This is an archived article that was published on sltrib.com in 2016, and information in the article may be outdated. It is provided only for personal research purposes and may not be reprinted.

Buzz — that ever-elusive quality that turns a movie into something that draws audiences, attention and big distribution deals — comes in two forms: prefabricated and authentic.

The prefabricated stuff is the fool's gold manufactured by publicists, journalists (ahem) and festival watchers, based on the pedigrees of the filmmakers and a lot of guesswork.

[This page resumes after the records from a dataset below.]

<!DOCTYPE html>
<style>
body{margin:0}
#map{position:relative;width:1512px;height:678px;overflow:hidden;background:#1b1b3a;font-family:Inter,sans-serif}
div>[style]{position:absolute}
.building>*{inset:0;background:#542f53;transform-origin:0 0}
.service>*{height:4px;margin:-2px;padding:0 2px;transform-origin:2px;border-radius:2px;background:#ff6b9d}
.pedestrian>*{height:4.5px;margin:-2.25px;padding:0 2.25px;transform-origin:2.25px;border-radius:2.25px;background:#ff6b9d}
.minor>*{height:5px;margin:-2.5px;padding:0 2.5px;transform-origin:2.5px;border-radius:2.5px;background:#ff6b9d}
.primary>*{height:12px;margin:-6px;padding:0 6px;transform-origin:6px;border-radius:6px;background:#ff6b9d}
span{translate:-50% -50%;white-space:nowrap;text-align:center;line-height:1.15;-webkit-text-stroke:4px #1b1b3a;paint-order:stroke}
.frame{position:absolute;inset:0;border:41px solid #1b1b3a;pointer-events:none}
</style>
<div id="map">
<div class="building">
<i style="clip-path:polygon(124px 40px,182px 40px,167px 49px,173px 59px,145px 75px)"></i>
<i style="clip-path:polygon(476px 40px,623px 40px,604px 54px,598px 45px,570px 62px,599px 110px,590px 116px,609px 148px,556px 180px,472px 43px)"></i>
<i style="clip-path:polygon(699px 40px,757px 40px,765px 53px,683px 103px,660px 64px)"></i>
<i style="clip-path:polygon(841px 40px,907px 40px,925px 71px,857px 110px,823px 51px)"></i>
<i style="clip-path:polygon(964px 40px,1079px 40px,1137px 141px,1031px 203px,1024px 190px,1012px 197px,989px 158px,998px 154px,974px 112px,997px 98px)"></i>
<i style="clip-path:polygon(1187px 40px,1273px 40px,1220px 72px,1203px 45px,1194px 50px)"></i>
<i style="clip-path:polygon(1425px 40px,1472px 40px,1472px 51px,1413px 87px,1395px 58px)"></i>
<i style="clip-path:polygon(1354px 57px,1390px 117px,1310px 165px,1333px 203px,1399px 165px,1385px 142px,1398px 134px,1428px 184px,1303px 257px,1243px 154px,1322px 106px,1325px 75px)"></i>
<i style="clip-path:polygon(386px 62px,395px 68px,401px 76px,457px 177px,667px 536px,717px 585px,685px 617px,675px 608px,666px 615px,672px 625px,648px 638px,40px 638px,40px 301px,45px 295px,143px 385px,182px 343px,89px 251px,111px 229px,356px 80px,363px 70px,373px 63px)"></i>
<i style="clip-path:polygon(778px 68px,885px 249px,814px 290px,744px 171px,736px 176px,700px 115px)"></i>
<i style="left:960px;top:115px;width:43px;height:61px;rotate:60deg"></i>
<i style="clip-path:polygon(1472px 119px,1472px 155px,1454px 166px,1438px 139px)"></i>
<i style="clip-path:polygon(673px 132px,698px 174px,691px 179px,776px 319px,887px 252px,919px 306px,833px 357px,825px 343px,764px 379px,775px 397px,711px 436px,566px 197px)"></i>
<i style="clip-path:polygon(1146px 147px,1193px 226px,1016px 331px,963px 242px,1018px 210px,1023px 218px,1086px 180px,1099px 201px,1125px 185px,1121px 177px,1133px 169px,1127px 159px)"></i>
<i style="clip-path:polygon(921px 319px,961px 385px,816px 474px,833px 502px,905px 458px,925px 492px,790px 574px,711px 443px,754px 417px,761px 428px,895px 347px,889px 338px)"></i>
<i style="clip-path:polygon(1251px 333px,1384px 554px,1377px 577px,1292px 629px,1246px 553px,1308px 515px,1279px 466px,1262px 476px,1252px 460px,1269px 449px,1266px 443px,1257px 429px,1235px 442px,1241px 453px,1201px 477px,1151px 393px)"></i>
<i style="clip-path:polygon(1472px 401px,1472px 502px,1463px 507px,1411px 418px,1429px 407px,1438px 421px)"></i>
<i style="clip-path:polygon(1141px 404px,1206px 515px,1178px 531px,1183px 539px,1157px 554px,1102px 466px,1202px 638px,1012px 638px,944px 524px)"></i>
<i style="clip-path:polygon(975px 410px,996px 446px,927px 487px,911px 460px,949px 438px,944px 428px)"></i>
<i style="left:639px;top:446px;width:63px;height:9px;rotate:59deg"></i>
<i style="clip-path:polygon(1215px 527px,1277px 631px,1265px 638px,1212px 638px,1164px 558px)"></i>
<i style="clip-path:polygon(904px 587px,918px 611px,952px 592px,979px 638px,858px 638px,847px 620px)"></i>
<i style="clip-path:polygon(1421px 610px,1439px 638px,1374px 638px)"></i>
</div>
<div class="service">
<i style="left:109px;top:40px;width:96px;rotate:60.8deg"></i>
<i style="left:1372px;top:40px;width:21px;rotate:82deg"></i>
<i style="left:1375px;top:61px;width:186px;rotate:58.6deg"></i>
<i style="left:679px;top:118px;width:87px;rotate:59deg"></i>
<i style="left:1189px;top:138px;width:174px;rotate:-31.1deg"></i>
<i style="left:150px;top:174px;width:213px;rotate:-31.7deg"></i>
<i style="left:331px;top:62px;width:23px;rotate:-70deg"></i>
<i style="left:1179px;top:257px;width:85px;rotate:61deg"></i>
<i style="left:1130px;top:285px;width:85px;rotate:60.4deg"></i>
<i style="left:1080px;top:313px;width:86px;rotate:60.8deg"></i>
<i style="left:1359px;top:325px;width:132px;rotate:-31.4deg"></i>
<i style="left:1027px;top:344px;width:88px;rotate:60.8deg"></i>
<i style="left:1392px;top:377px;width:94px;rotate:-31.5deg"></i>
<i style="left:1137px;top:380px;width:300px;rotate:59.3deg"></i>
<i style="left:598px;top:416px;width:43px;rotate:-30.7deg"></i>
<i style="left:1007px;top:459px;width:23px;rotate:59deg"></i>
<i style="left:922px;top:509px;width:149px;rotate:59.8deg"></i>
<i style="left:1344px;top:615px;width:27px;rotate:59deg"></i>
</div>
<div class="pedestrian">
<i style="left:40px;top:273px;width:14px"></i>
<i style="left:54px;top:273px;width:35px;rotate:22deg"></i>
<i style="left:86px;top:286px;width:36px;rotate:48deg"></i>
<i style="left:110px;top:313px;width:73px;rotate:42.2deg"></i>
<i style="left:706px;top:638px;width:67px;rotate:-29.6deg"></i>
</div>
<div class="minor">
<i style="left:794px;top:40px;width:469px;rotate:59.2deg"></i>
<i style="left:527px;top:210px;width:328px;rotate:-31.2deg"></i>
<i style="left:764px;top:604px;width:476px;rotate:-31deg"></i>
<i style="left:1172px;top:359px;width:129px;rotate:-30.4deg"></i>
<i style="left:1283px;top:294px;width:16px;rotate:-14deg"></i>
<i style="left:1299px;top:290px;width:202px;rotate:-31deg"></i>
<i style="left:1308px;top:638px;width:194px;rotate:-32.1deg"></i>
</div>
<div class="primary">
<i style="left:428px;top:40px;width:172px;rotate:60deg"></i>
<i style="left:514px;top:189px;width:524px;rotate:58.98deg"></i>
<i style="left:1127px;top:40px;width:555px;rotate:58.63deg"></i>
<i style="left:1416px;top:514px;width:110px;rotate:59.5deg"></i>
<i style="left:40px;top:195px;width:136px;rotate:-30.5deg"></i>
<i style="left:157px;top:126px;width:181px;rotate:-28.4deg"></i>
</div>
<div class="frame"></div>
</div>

The authentic stuff grows naturally in Park City, nourished by conversations on the shuttle buses and theater queues by people who have actually seen the movies.

So the following list of buzzworthy titles from the 2016 Sundance Film Festival can be taken with a grain of salt, because it's all a crapshoot until the screenings start up on Thursday night. For what it's worth, here's what looks interesting now:

"The Birth of a Nation" (U.S. Dramatic) • Actor Nate Parker ("Beyond the Lights") goes all in on this passion project, not just starring in but writing and directing this historical drama about Nat Turner, who led a slave rebellion in Virginia in 1831. And if that weren't incendiary enough, Parker has chosen the most inflammatory possible title — the title of D.W. Griffith's landmark, and appallingly racist, 1915 epic about the Ku Klux Klan. That's gutsy.

"Christine" (U.S. Dramatic) and "Kate Plays Christine" (U.S. Documentary) • Too bad Sundance doesn't do double features, because this pairing is a natural. Both films talk about the same strange case: Sarasota, Fla., TV reporter Christine Chubbuck, who in 1974 orchestrated her own suicide on live television. In "Christine," directed by Antonio Campos ("Simon Killer," SFF'12), Rebecca Hall ("Iron Man 3," "The Gift") plays Chubbuck in a dramatic narrative. In "Kate Plays Christine," director Robert Greene follows actor Kate Lyn Sheil as she prepares to play Chubbuck in another project.

"Film Hawk" (U.S. Documentary) • This is a movie longtime Sundancers will enjoy: a fond profile of indie-film guru Bob Hawk, who has consulted on some of the biggest movies in the independent film world.

"Love & Friendship" (Premieres) • Director Whit Stillman knows his way around the back-and-forth of social classes, as his 1990 debut "Metropolitan" showed. So it's only natural that he would, sooner or later, meet up with Jane Austen, whose novella he adapts here. What's more, he uses it to reunite the stars of his 1998 comedy "The Last Days of Disco," Kate Beckinsale and Chloë Sevigny.

"The Lure" (World Cinema Dramatic) • You have to give this one points for weirdness: a musical from Poland about flesh-eating mermaid strippers. And, trust me, it's even more bizarre than that.

"Newtown" (U.S. Documentary) and "Under the Gun" (Documentary Premieres) • Two documentaries take different trajectories from the same starting point: the 2012 massacre at Sandy Hook Elementary School in Connecticut. "Newtown" is the more intimate, as director Kim A. Snyder looks at how the mass shooting changed the community where it happened. In "Under the Gun," director Stephanie Soechtig and producer/anchor Katie Couric (who took on obesity in "Fed Up") take a broader perspective at the gun-control issue.

"Southside With You" (U.S. Dramatic) • Writer-director Richard Tanne's romantic drama is already one of the most anticipated titles at Sundance: a movie that re-enacts the first date, through Chicago's South Side, of young lawyers Michelle Robinson (Tika Sumpter) and Barack Obama (Parker Sawyers).

"Swiss Army Man" (U.S. Dramatic) • Comedies are either hit or miss at Sundance, because either you laugh or you don't. So it will be interesting to see how audiences react to this one by filmmakers Daniel Kwan and Daniel Scheinert — known collectively as The Daniels — about a lonely guy (Paul Dano) who makes a new friend (Daniel Radcliffe) in the wilderness. The funny part is the fact that this new friend is a dead body.

"Weiner" (U.S. Documentary) • It's a sure thing that the New York press, if nobody else, will be paying attention to this documentary that looks behind the scenes at former Rep. Anthony Weiner's campaign for mayor of the Big Apple, when his notorious sexting habits resurfaced. It will be worth it just to see clips of John Oliver, during his "Daily Show" stint, uttering the words "Carlos Danger."

"Wiener-Dog" (Premieres) • The big mystery in director Todd Solondz's movie, a collection of vignettes that each feature a particular dachshund, is this: how much of it refers to Solondz's 1996 Sundance Grand Jury Prize winner "Welcome to the Dollhouse." One clue: Greta Gerwig's character has the same name, Dawn Wiener, as the girl Heather Matarazzo played in the original.